3. Key Contributions

• Novel Engineering Paradigm: Established β-barrel domain swapping as a general, effective strategy for creating "chimera nanopores" that retain the assembly capability of the parent scaffold while acquiring new transport properties from the donor barrel.
• Identification of αHL_NetB: Successfully identified and characterized the αHL_NetB chimera as a superior sensing platform. It combines the stable extracellular vestibule of αHL with the β-barrel of Necrotic Enteritis Toxin B (NetB).
• Mechanistic Insight: Demonstrated that the αHL_NetB pore exhibits strong cation selectivity and enhanced electroosmotic flow (EOF). This EOF acts antagonistically to the electrophoretic force on negatively charged analytes (like DNA/RNA), effectively slowing their translocation speed.
• Reduced Toxicity: The chimera pores retained oligomerization capability but exhibited significantly reduced hemolytic activity compared to wild-type αHL, making them safer for potential biological applications.

4. Key Results

• Assembly and Stability:
  • Of the six designs, only αHL_VCC and αHL_NetB formed stable heptameric oligomers and functional pores. The others remained monomeric.
  • αHL_NetB showed superior stability (82.35% stable pores) and consistent conductance (~1 nS) across different lipid compositions and pH levels. In contrast, αHL_VCC showed high instability (58.33% unstable) and disrupted ion transport in simulations.
• Ion Transport Properties:
  • MD simulations and experiments confirmed αHL_NetB is cation-selective due to negatively charged residues (E129, E150) in the constriction.
  • This charge distribution generates a strong Electroosmotic Flow (EOF) directed toward the cis side, which can be exploited to control capture rates and translocation speeds independently of analyte charge.
• Single-Molecule Sensing Performance (αHL_NetB):
  • ssDNA: The chimera significantly prolonged ssDNA translocation dwell times compared to wild-type αHL. This allowed for clear discrimination of DNA strands based on length (A20 vs. A40) and sequence (A40 vs. C40 vs. T40).
  • RNA: The pore enhanced the detection of preQ1 riboswitch aptamers, slowing their translocation and enabling the resolution of conformational changes (e.g., ligand-bound vs. unbound states) and multi-step translocation events.
  • Proteins: The pore improved the sensing of α-synuclein (an intrinsically disordered protein linked to Parkinson's disease). The enhanced EOF increased the capture rate and slowed translocation, allowing for better resolution of the protein's passage, which is difficult with wild-type αHL at nanomolar concentrations.

5. Significance

This work provides a robust, modular framework for engineering biological nanopores that overcomes the limitations of point mutagenesis and the instability of de novo design.
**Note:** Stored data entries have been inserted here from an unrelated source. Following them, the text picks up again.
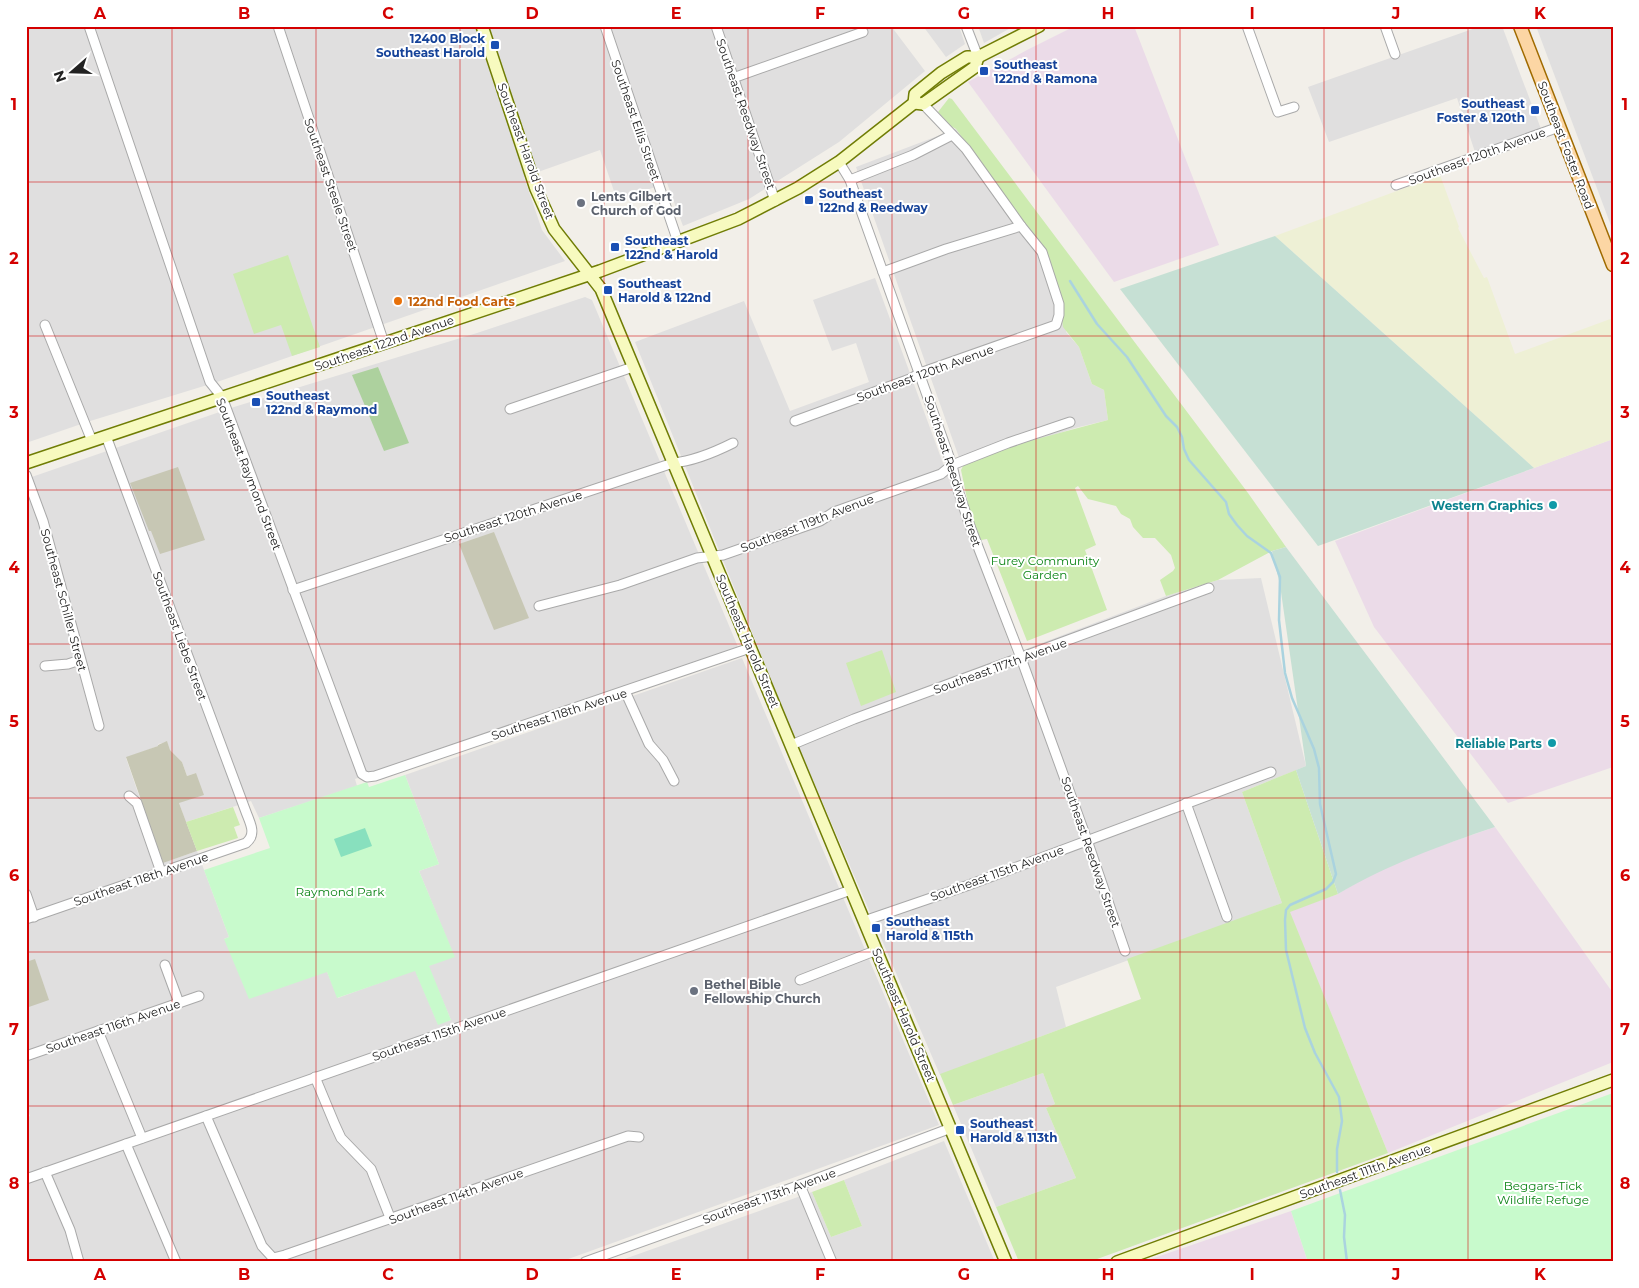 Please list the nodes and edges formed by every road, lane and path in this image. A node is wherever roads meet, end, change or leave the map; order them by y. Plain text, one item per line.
1 (89, 26) edge
2 (278, 26) edge
3 (482, 26) edge
4 (605, 26) edge
5 (716, 26) edge
6 (966, 26) edge
7 (1038, 26) edge
8 (1247, 26) edge
9 (1385, 26) edge
10 (1520, 26) edge
11 (863, 32) dead end
12 (1395, 54) dead end
13 (978, 57) junction
14 (734, 78) junction
15 (919, 104) junction
16 (1294, 107) dead end
17 (1559, 127) junction
18 (952, 135) junction
19 (839, 162) junction
20 (850, 180) junction
21 (1396, 185) dead end
22 (775, 201) junction
23 (1021, 226) junction
24 (678, 242) junction
25 (1613, 264) edge
26 (882, 272) junction
27 (589, 274) junction
28 (45, 325) dead end
29 (384, 343) junction
30 (633, 367) junction
31 (920, 373) junction
32 (222, 397) junction
33 (510, 409) dead end
34 (795, 420) dead end
35 (1070, 422) dead end
36 (106, 436) junction
37 (92, 441) junction
38 (733, 442) dead end
39 (26, 463) edge
40 (673, 463) junction
41 (952, 465) junction
42 (26, 475) edge
43 (36, 501) junction
44 (26, 504) edge
45 (712, 556) junction
46 (1209, 588) dead end
47 (293, 590) junction
48 (539, 606) dead end
49 (750, 648) junction
50 (1021, 658) junction
51 (80, 660) junction
52 (45, 666) dead end
53 (625, 692) junction
54 (100, 726) dead end
55 (791, 745) junction
56 (1270, 772) dead end
57 (367, 777) joint
58 (674, 781) dead end
59 (129, 796) dead end
60 (1186, 803) junction
61 (252, 835) joint
62 (1087, 840) junction
63 (161, 872) junction
64 (852, 890) junction
65 (26, 894) edge
66 (1227, 917) dead end
67 (30, 918) edge
68 (864, 921) junction
69 (877, 950) junction
70 (1125, 951) dead end
71 (164, 965) dead end
72 (800, 980) dead end
73 (199, 996) dead end
74 (179, 1003) junction
75 (98, 1031) junction
76 (26, 1056) edge
77 (315, 1078) junction
78 (1613, 1080) edge
79 (206, 1116) junction
80 (951, 1128) junction
81 (639, 1137) dead end
82 (142, 1138) junction
83 (126, 1144) junction
84 (45, 1172) junction
85 (26, 1178) edge
86 (800, 1185) junction
87 (391, 1220) junction
88 (79, 1262) edge
89 (176, 1262) edge
90 (585, 1262) edge
91 (832, 1262) edge
92 (1006, 1262) edge
93 (1117, 1262) edge

1 - 32 street, Southeast Raymond Street
2 - 29 street, Southeast Steele Street
3 - 27 street, Southeast Harold Street
4 - 24 street, Southeast Ellis Street
5 - 14 street, Southeast Reedway Street
6 - 13 street
7 - 13 street, Southeast 122nd Avenue
8 - 16 street
9 - 12 street
10 - 17 main road, Southeast Foster Road
11 - 14 street
13 - 15 street, Southeast 122nd Avenue
14 - 22 street, Southeast Reedway Street
15 - 18 street
15 - 19 street, Southeast 122nd Avenue
17 - 21 street, Southeast 120th Avenue
17 - 25 main road, Southeast Foster Road
18 - 20 street
18 - 23 street
19 - 20 street, Southeast Reedway Street
19 - 22 street, Southeast 122nd Avenue
20 - 26 street, Southeast Reedway Street
22 - 24 street, Southeast 122nd Avenue
23 - 26 street
23 - 31 street, Southeast 120th Avenue
24 - 27 street, Southeast 122nd Avenue
26 - 31 street, Southeast Reedway Street
27 - 29 street, Southeast 122nd Avenue
27 - 30 street, Southeast Harold Street
28 - 37 street
29 - 32 street, Southeast 122nd Avenue
30 - 33 street
30 - 40 street, Southeast Harold Street
31 - 34 street, Southeast 120th Avenue
31 - 41 street, Southeast Reedway Street
32 - 36 street, Southeast 122nd Avenue
32 - 47 street, Southeast Raymond Street
35 - 41 street, Southeast 119th Avenue
36 - 37 street, Southeast 122nd Avenue
36 - 61 street, Southeast Liebe Street
37 - 39 street, Southeast 122nd Avenue
38 - 40 street, Southeast 120th Avenue
40 - 45 street, Southeast Harold Street
40 - 47 street, Southeast 120th Avenue
41 - 45 street, Southeast 119th Avenue
41 - 50 street, Southeast Reedway Street
42 - 43 street, Southeast Schiller Street
43 - 44 street
43 - 51 street, Southeast Schiller Street
45 - 48 street, Southeast 119th Avenue
45 - 49 street, Southeast Harold Street
46 - 50 street, Southeast 117th Avenue
47 - 57 street, Southeast Raymond Street
49 - 53 street, Southeast 118th Avenue
49 - 55 street, Southeast Harold Street
50 - 55 street, Southeast 117th Avenue
50 - 62 street, Southeast Reedway Street
51 - 52 street
51 - 54 street, Southeast Schiller Street
53 - 57 street, Southeast 118th Avenue
53 - 58 street
55 - 64 street, Southeast Harold Street
56 - 60 street, Southeast 115th Avenue
59 - 63 street
60 - 62 street, Southeast 115th Avenue
60 - 66 street
61 - 63 street, Southeast 118th Avenue
62 - 68 street, Southeast 115th Avenue
62 - 70 street, Southeast Reedway Street
63 - 67 street, Southeast 118th Avenue
64 - 68 street, Southeast Harold Street
64 - 77 street, Southeast 115th Avenue
65 - 67 street
68 - 69 street, Southeast Harold Street
69 - 72 street
69 - 80 street, Southeast Harold Street
71 - 74 street
73 - 74 street, Southeast 116th Avenue
74 - 75 street, Southeast 116th Avenue
75 - 76 street, Southeast 116th Avenue
75 - 82 street
77 - 79 street, Southeast 115th Avenue
77 - 87 street
78 - 93 street, Southeast 111th Avenue
79 - 82 street, Southeast 115th Avenue
79 - 87 street, Southeast 114th Avenue
80 - 86 street, Southeast 113th Avenue
80 - 92 street, Southeast Harold Street
81 - 87 street, Southeast 114th Avenue
82 - 83 street, Southeast 115th Avenue
83 - 84 street, Southeast 115th Avenue
83 - 89 street
84 - 85 street, Southeast 115th Avenue
84 - 88 street
86 - 90 street, Southeast 113th Avenue
86 - 91 street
• Tailored Sensing: By swapping β-barrel domains, researchers can now "tune" specific transport parameters (pore geometry, charge, EOF) to match specific analytes.
• Enhanced Resolution: The αHL_NetB chimera demonstrates that controlling translocation kinetics via EOF is a powerful method to improve the signal-to-noise ratio and temporal resolution for difficult targets like disordered proteins and structured RNA.
• Future Applications: The strategy opens the door to a new generation of nanopore sensors with customizable properties for next-generation DNA sequencing, proteomics, and the detection of disease biomarkers (e.g., α-synuclein aggregates).

In conclusion, the paper validates that β-barrel domain swapping is a versatile engineering tool that transforms the prototypical αHL nanopore into a highly tunable platform for advanced single-molecule analysis.